At the poster session, we plan to showcase a performance comparison between the various cache coherence protocols on several programs with difference characteristics. We will highlight aspects which are good or bad for cache performance, such as struct padding or false sharing.

On the poster itself, we plan on briefly explaining the various policies implemented, including state machine diagrams.
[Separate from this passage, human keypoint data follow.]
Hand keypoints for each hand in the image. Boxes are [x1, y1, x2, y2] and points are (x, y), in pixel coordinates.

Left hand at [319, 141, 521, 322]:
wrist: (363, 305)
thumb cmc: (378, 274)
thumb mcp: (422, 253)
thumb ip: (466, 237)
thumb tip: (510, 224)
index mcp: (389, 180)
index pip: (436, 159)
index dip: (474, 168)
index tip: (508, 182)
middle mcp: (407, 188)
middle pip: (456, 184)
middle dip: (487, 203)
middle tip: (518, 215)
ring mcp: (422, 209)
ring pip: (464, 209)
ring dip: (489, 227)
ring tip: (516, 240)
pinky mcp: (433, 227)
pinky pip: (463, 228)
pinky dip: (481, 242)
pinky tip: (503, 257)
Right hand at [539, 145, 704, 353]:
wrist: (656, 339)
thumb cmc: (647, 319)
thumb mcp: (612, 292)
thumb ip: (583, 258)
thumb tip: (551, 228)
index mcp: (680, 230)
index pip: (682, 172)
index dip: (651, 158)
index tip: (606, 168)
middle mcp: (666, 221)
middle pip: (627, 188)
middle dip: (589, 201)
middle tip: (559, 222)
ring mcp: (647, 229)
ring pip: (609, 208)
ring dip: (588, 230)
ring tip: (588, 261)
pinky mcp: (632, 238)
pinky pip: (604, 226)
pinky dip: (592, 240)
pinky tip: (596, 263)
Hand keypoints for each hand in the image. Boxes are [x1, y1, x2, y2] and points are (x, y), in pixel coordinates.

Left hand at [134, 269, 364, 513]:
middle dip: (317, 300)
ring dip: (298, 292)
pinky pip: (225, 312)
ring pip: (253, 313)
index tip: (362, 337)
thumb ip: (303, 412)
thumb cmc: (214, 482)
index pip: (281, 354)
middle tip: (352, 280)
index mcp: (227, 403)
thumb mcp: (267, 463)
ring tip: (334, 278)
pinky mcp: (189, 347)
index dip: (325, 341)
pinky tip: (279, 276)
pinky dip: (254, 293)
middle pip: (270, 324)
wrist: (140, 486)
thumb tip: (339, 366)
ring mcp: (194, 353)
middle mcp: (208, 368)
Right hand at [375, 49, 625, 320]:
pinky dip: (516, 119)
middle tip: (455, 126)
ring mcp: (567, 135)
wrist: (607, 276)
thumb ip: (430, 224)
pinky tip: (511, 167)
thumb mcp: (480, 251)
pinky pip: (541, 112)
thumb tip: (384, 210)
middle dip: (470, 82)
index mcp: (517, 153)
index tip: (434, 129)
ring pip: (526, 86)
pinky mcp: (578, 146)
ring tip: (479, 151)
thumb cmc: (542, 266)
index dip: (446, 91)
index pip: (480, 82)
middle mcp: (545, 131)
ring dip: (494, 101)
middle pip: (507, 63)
Additionally, we will include some performance graphs for several programs, which we would explain in greater detail.

### 5 Preliminary Results

We wrote a sample program that spawns 8 threads and performs the following routine on an array of 1,000,000 elements

```
void incr(int *arr, int n, int thread_id, int num_threads) {
for (int i = thread_id; i < n; i += num_threads) {
    arr[i]++;
  }
}</pre>
```

Our pintool creates a trace that looks like the following:

```
      1
      0
      R
      0x7ffef17ecea8
      0

      2
      1
      W
      0x7ffef17ecea9
      1

      3
      1
      W
      0x7ffef17ece98
      1

      4
      0
      W
      0x7ffef17ece90
      0

      5
      2
      W
      0x7ffef17ece88
      0

      6
      2
      W
      0x7ffef17ece80
      0

      7
      3
      R
      0x7ffef17ece78
      0

      8
      4
      W
      0x7fad12ad1e00
      0
```

where the columns are thread ids (we assume thread IDs map uniquely to CPUs for simplicity), reads/writes, the memory address read/written to, and the NUMA node of that memory address respectively.

We run our program as follows: ./cachesim -t add.trace -s 6 -E 8 -b 6 -p 8 -n 2 which simulates the program on 8 processors split across 2 NUMA nodes, with 8 way associative caches with 64 byte cache blocks and 64 sets (i.e. a 32kB cache).

Our program outputs the following:

```
Running simulation with cache settings:
set size: 64
associativity: 8
line size: 64
NUMA NODE: 0
_____
*** Cache 0 ***
miss_count: 138395
hit_count: 1794063
eviction_count: 115593
invalidation_count: 22425
dirty_blocks_evicted: 115593
*** Cache 1 ***
. . .
*** Interconnect Events ***
Cache Events: 1008929
Directory Events: 441506
Global Interconnect Events: 409406
Total events: 1450435
```

Where cache events are messages sent from caches to the directory, directory events are messages sent from a directory to a cache, and global interconnect events are messages sent between NUMA nodes.

This results in the following distribution of cache hits/misses:



## 6 Concerns

We don't have any concerns beyond just the work we have to do to finish the project off. We believe we are on track to achieve our initially proposed deliverables as well as the additional goals we hoped to achieve.